The Dublin service, run by consultant in paediatric allergy Dr Aideen Byrne, is “already overwhelmed” even though it only commenced late last year.

The document, describing the current chaotic state of our allergy services, says there has been “no HSE strategy to develop allergy care in Ireland”, at a time when Census figures show that 28,600 children have all three major allergic conditions — asthma, eczema, and food allergy.

Paediatric dietician Ruth Charles, secretary of the Irish Food Allergy Network, said difficulties accessing expert opinion meant many parents were “chopping and changing children’s diets themselves, so that kids could end up with significant nutritional deficits”.

She said: “For example, a parent might eliminate dairy because their child has eczema [inflammatory skin disease] and this can have a significant effect on bone development.”

She said that while the practice had been to put children with allergic conditions on restrictive diets, in fact the approach now was the opposite.

In 75% of new referrals to CUH, the diet is broadened after the first consultation, rather than restricted further.

The resource deficit in allergy services extends to adults — there is no public adult service — and to the number of doctors, employed in the area. Between the five paediatric services, there are just two whole time equivalent allergy consultants.

Prof Hourihane’s document says if we were to follow UK guidelines, we should have nine, but that “a realistic goal would be the creation of two additional full-time posts within the current specialist services”.

Ms Charles said another deficit was the lack of allergy training for undergraduates. She said such training was particularly important in relation to maternity hospital staff, public health nurses, and GPs as the first points of contact with infants with allergies.

The deficits in allergy services are particularly relevant at a time when Ireland is due to host — for the first time — the international Food Allergy and Anaphylaxis Meeting 2014, which takes place in Dublin’s Convention Centre on October 9 to 11.

The conference, designed for healthcare professionals, will be attended by worldwide allergy experts.

Case study: ‘His lip swelled to twice its size’

Callum with a swollen lip that was cause my a food allergy

Baby Callum O’Beirne was exclusively breastfed for the first six months of life and showed all the signs of a healthy, hungry baby.

Having reached the six-month milestone, his mother, Michelle, decided it was time to try him with some solid food.

“The first time I gave him baby rice and porridge, he reacted,” says Michelle. “His skin turned blotchy. His dad and his aunt are coeliacs and I thought ‘another one in the family going down that road’.”

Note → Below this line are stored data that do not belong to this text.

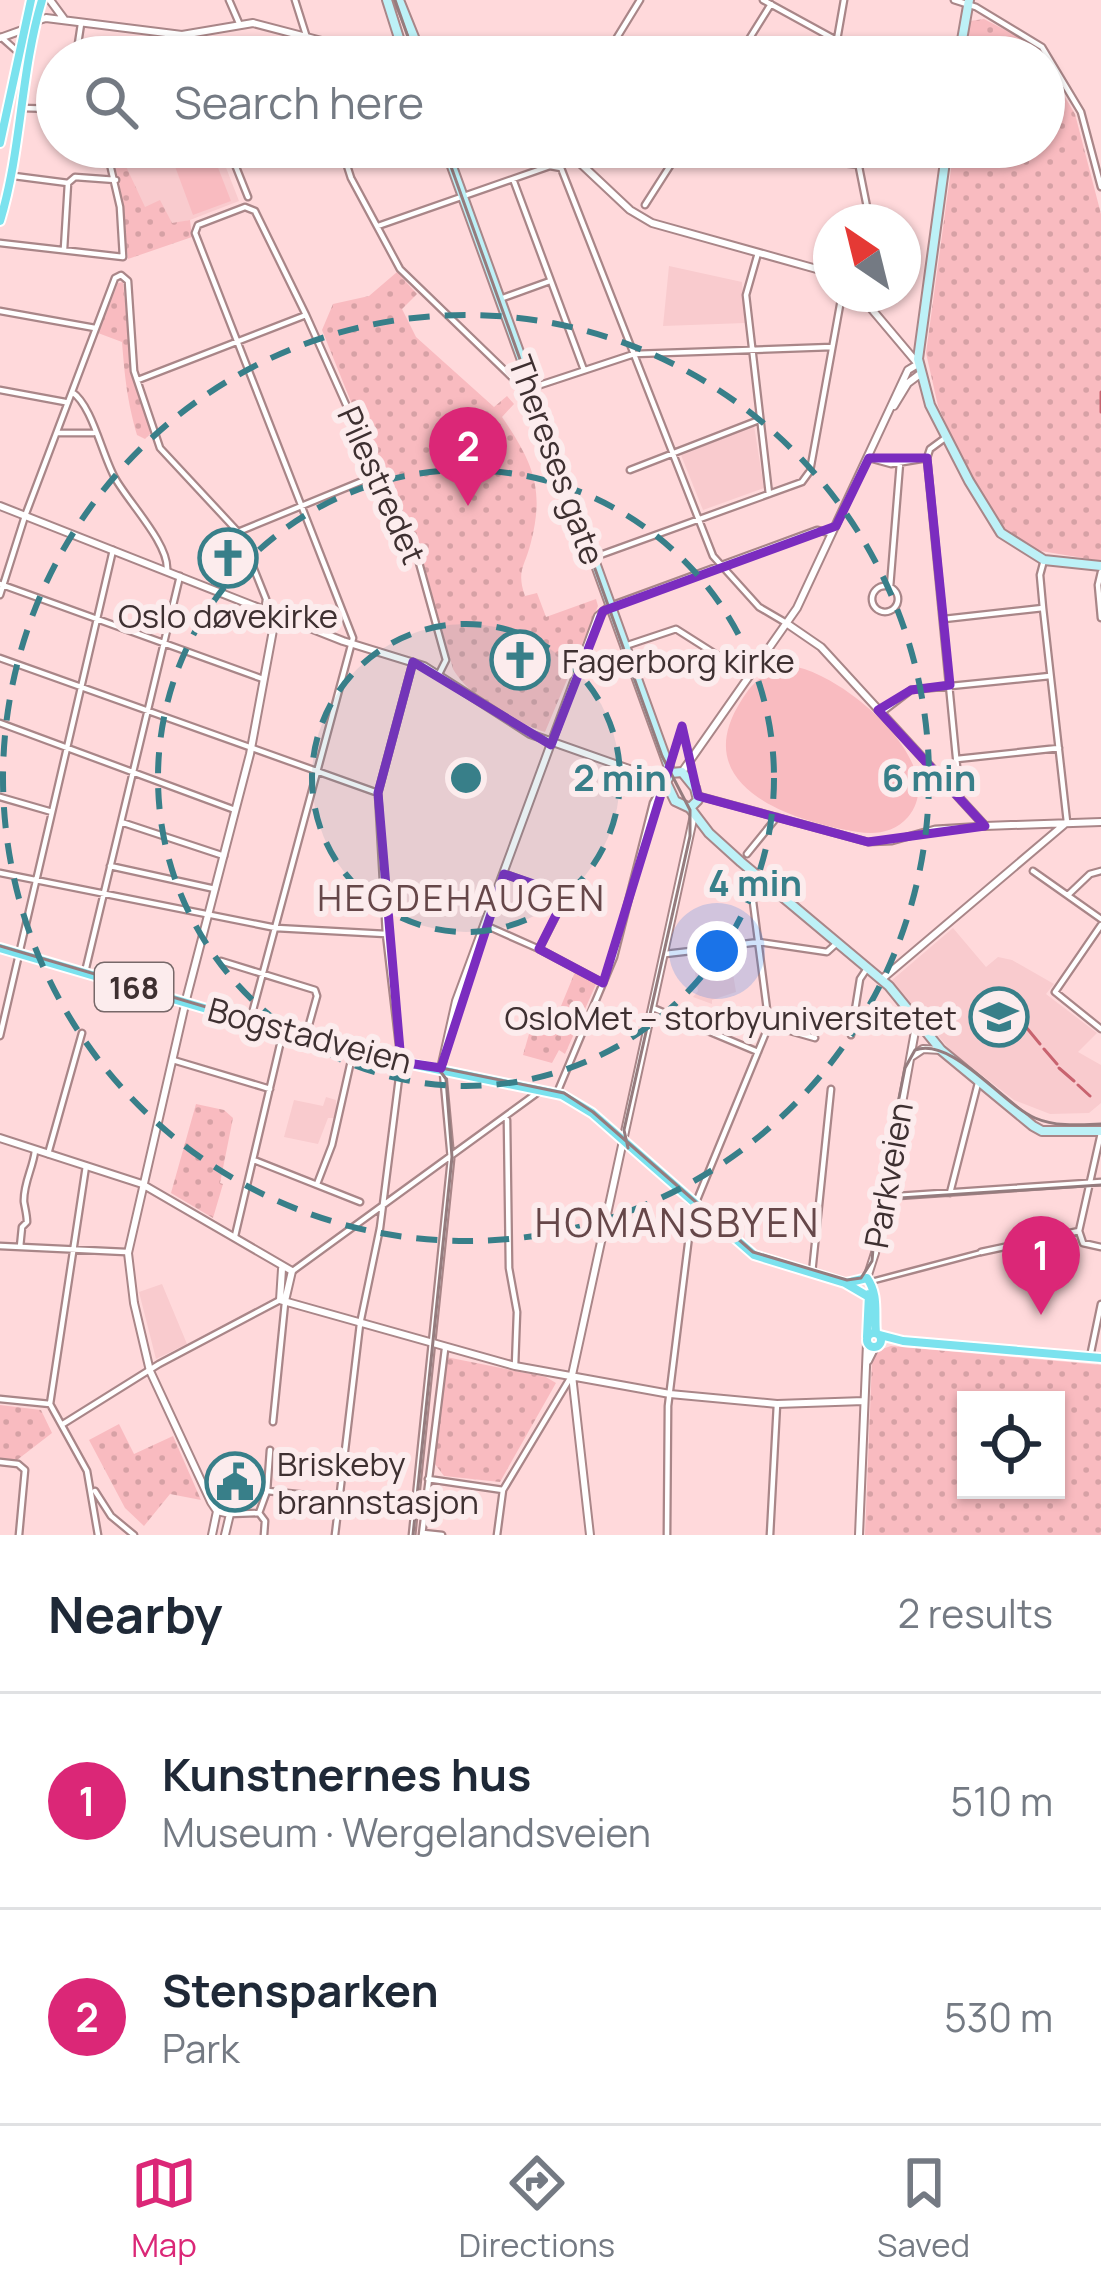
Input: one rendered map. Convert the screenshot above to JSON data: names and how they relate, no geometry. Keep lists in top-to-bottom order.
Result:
{
  "streets": {
    "main road": [
      "Thereses gate",
      "168",
      "Bogstadveien",
      "Parkveien"
    ],
    "street": ["Pilestredet"]
  },
  "crossings": [
    ["168", "Bogstadveien"],
    ["168", "Parkveien"]
  ],
  "districts": ["HEGDEHAUGEN", "HOMANSBYEN"],
  "places": {
    "church": ["Oslo døvekirke", "Fagerborg kirke"],
    "school or university": ["OsloMet – storbyuniversitetet"],
    "public building": ["Briskeby brannstasjon"]
  },
  "north": "top left",
  "page": {
    "search": "Search here",
    "pins": ["2", "1"],
    "heading": ["Nearby", "2 results"],
    "list": [
      {
        "mark": "1",
        "name": "Kunstnernes hus",
        "note": "Museum · Wergelandsveien",
        "value": "510 m"
      },
      {
        "mark": "2",
        "name": "Stensparken",
        "note": "Park",
        "value": "530 m"
      }
    ],
    "nav": ["Map", "Directions", "Saved"]
  },
  "rings": ["2 min", "6 min", "4 min"]
}
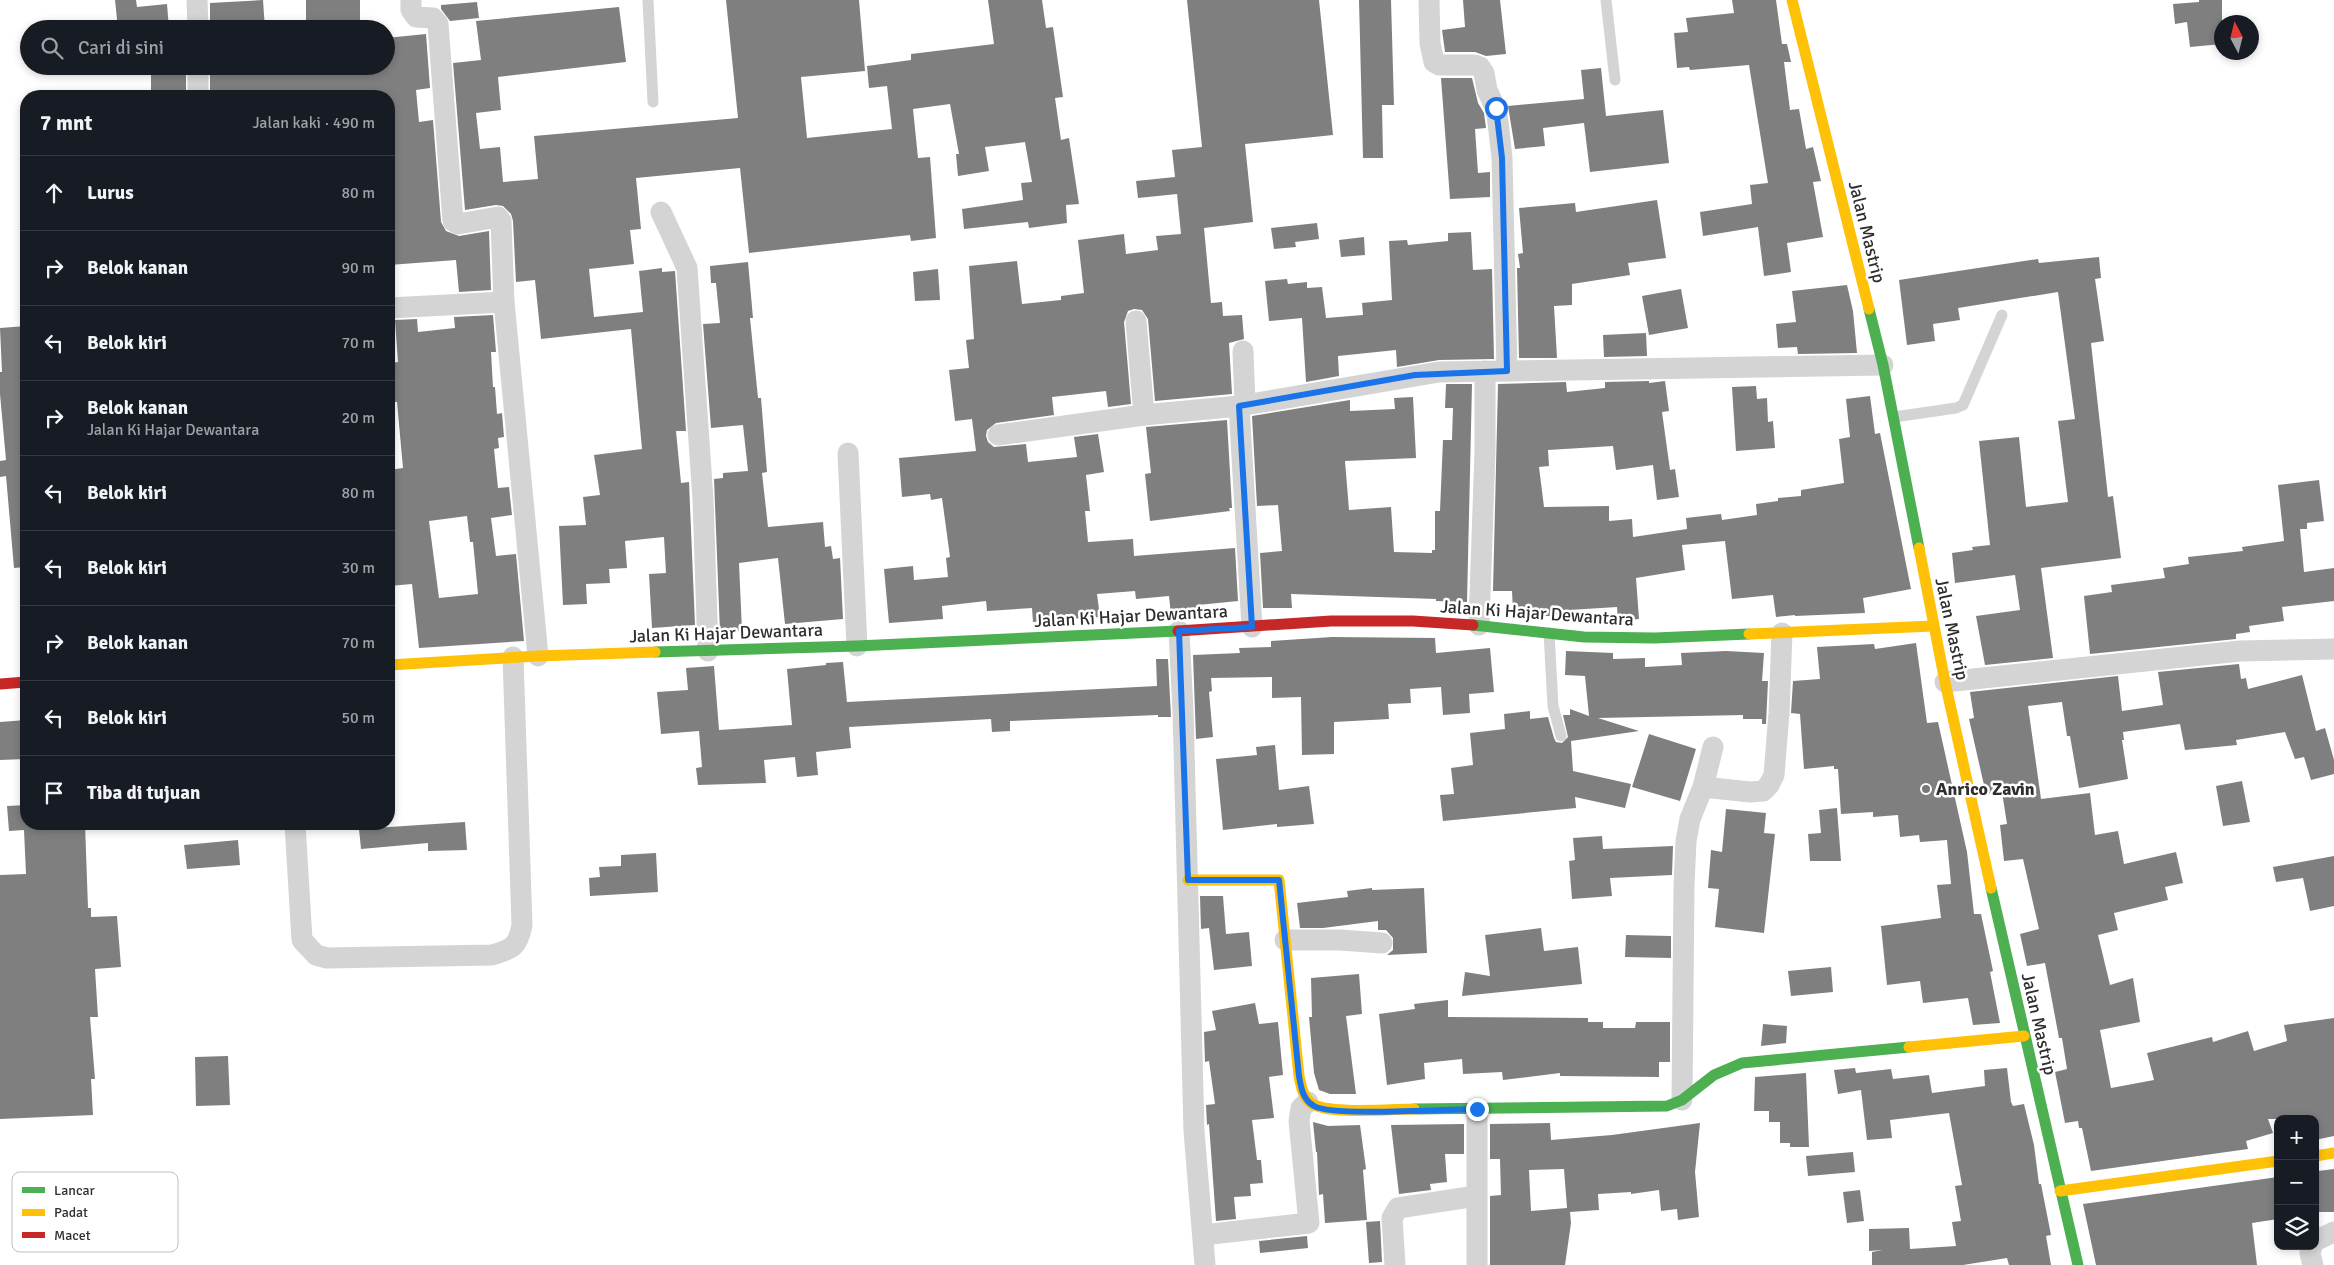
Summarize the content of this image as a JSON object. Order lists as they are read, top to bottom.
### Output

She started Callum on gluten-free porridge but he reacted nonetheless. His face would swell. Michelle’s public health nurse in Kilcock, Co Kildare, put her in touch with paediatric dietitian Ruth Charles, who is also secretary to the Irish Food Allergy Network.

“We went through all the food that had and hadn’t worked for Callum and at the end of the chat, she said she wanted to refer me straight to Tallaght Hospital. I was surprised,” Michelle says.

Despite the very long delays for most kids awaiting food allergy tests in public hospitals — up to three years in some services — Callum was seen within about a month. Michelle reckons his young age went in his favour.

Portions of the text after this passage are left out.